W3C

- DRAFT -

Web Cryptography Working Group Teleconference

20 Oct 2014

See also: IRC log

Attendees

Present
+1.415.373.aaaa, +1.650.275.aabb, rsleevi, hhalpin, Karen, karen_oDonoghue, Virginie_Galindo, rbarnes, selfissued, Wendy, bal, trevp, vgb, markw, Michael_Hutchinson, +1.703.948.aacc
Regrets
Chair
Virgine Galindo
Scribe
Karen, hhalpin

Contents

<trackbot> Date: 20 October 2014

<selfissued> It was me - I'm muted now

<harry> scribe: Karen

<selfissued> And Mike

<rbarnes> and all i know about IETF errata is that i always mark them "rejected" :)

<bal> FYI, I will only be able to stay on the call for the first 30 minutes

<rbarnes> harry: my proposal was just for a box where you would link to the updates. i don't care if you put stuff in the box with errata, full WG process, or an IANA registry

<Karen_> virginie: one bug left: extensibility

<harry> there's still some debate going on re the mailing list

<harry> but I think rbarnes has a proposal, Microsoft has some concerns, and then the CFRG might end up wrapping up with a decision before we get out of Last Call.

<Karen_> virginie: status of web crypto API

<harry> we could go for extensibility bug first for the fun of it

<Karen_> ... we made status of the bugs

<harry> Note re the infamous "Rich Salz security considerations bug" Graham should ship a doc to CFRG quite shortly.

<Karen_> mark: extensibility, implemented proposal from Richard

<harry> If he doesn't do it, I'll do it on his behalf. It will just be an Informational Note that is basically his blog post with some padding for everyone on CFRG to discuss.

<virginie> Note : the list of bug is available here : https://www.w3.org/Bugs/Public/buglist.cgi?quicksearch=web%20crypto&list_id=45901

<Karen_> ... implemented a couple of proposals

<Karen_> virginie: 15 bugs open, most of them have been discussed

<Karen_> richard: algorithm alias - string name map to object name

<rsleevi> 24878

<rbarnes> https://www.w3.org/Bugs/Public/show_bug.cgi?id=24878

<Karen_> mark: should be easy to implement, just have to make a decision

<rsleevi> there was consensus on the list previously

<rbarnes> actually, i think it was ryan's proposal :)

<Karen_> virginie: no objection.

<harry> The rest of them seemed sensible - I think Ryan is right re HMAC key length being larger than block size

<harry> so that should just be closed as a "WONTFIX"

<harry> https://www.w3.org/Bugs/Public/show_bug.cgi?id=26950

<Karen_> ... any bug that deserves attention?

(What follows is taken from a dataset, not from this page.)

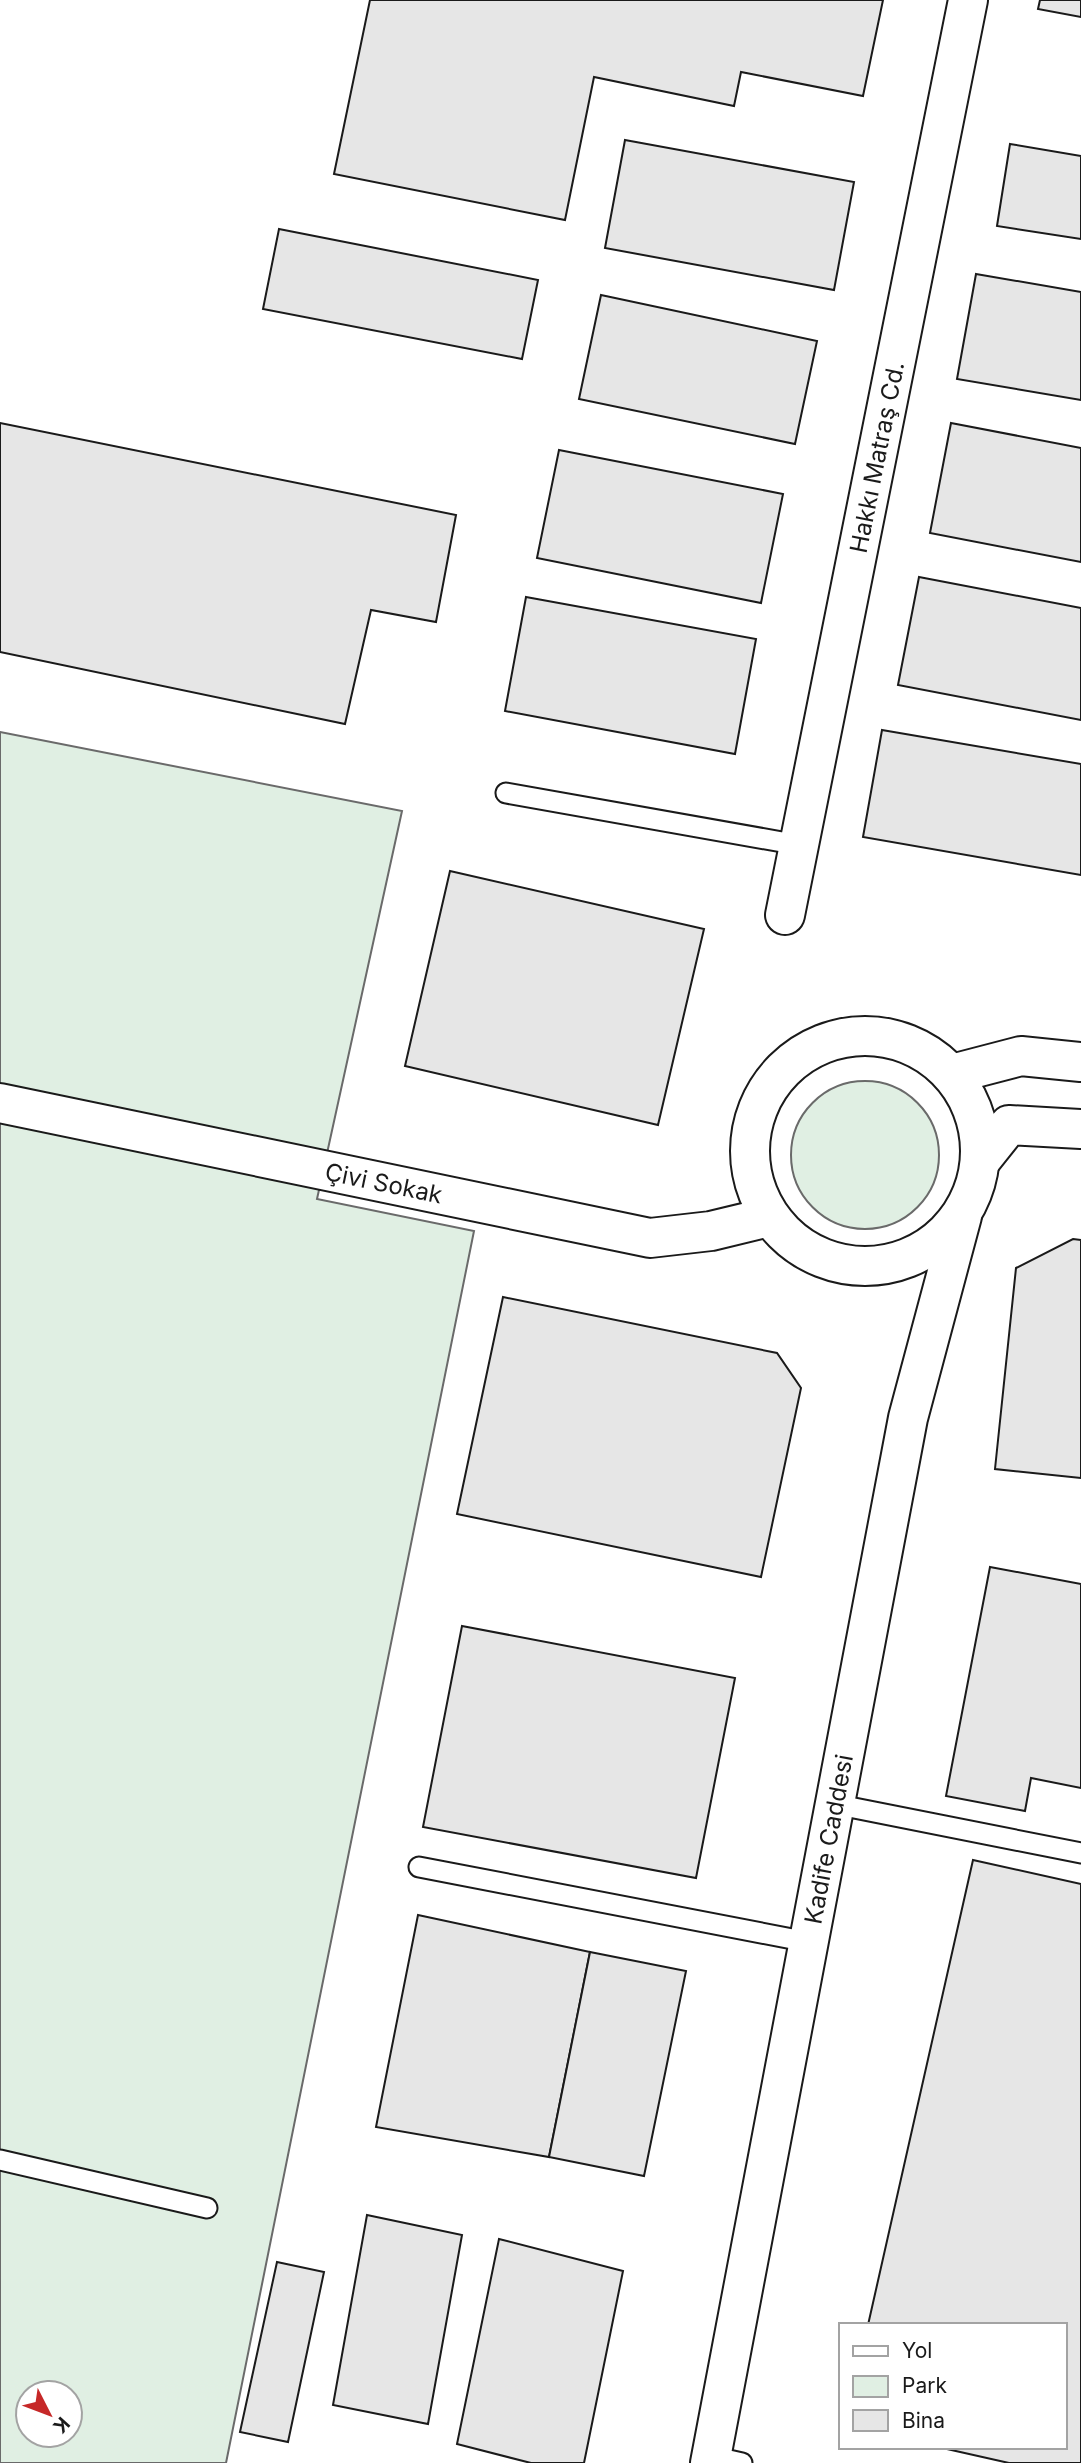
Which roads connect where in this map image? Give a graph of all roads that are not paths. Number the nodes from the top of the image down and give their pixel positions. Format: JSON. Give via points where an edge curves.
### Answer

<harry> Yeah, that one should be closed - no reason to restrict key length to output length

<wseltzer> https://www.w3.org/Bugs/Public/show_bug.cgi?id=25815

<rbarnes> without looking up the references, i can live with closing that one

<rbarnes> ryan looks right enough :)

<Karen_> 26950

<rbarnes> where "that one" == 26950

<Karen_> mark: 25815

<harry> I'm no expert there but it seems that if one had plaintext and one wanted key, keeping key longer than output of hash seems sensible.

<Karen_> sorry I cannot follow this :(

<harry> Basically, Markw is normalizing the error codes

<wseltzer> mark: Should we say import/export will always report DataError

<Karen_> mark, can you briefly enter your comments?

<harry> As long as we don't have separate padding errors :)

<Karen_> mark: can implement change

<wseltzer> Virginie: No objection

<rsleevi> https://www.w3.org/Bugs/Public/show_bug.cgi?id=26950

<Karen_> harry: may be Ryan can explan on 26950

<markw> The objective of the bug (25815) was to ensure that validation errors on import/export all return the same error so that there is no requirement on UAs to distinguish error cases themselves - they are free to delegate checking to libraries

<rbarnes> ack

<markw> s/big/bug (25815)/

<harry> Does everyone agree with Ryan this should be a WONTFIX?

<markw> Almost all cases for import/export are already normalized to DataError, so my proposal is to standardize on that, rather then OperationError for import/output

<Karen_> Ryan: comment 3 was intentional text

<Karen_> ... to generalize hmac construct

<Karen_> ... to have max security strength

<Karen_> Richard: no point that the extra security going over the hmac length

<Karen_> Ryan: if you to generate a hmac key of L,it will not be the max security. see reference

<Karen_> virginie: this bug is not a problem?

<Karen_> Richard: no

<harry> So just chime in on Bugzilla and it will be a WONTFIX

<Karen_> virginie: you read the document and we have it resolved.

<rbarnes> of course, i have no idea what the process requirement is for exiting LC. but i'm not going to object.

<Karen_> virginie: mark - can you give a short description on where we are on making a agreement?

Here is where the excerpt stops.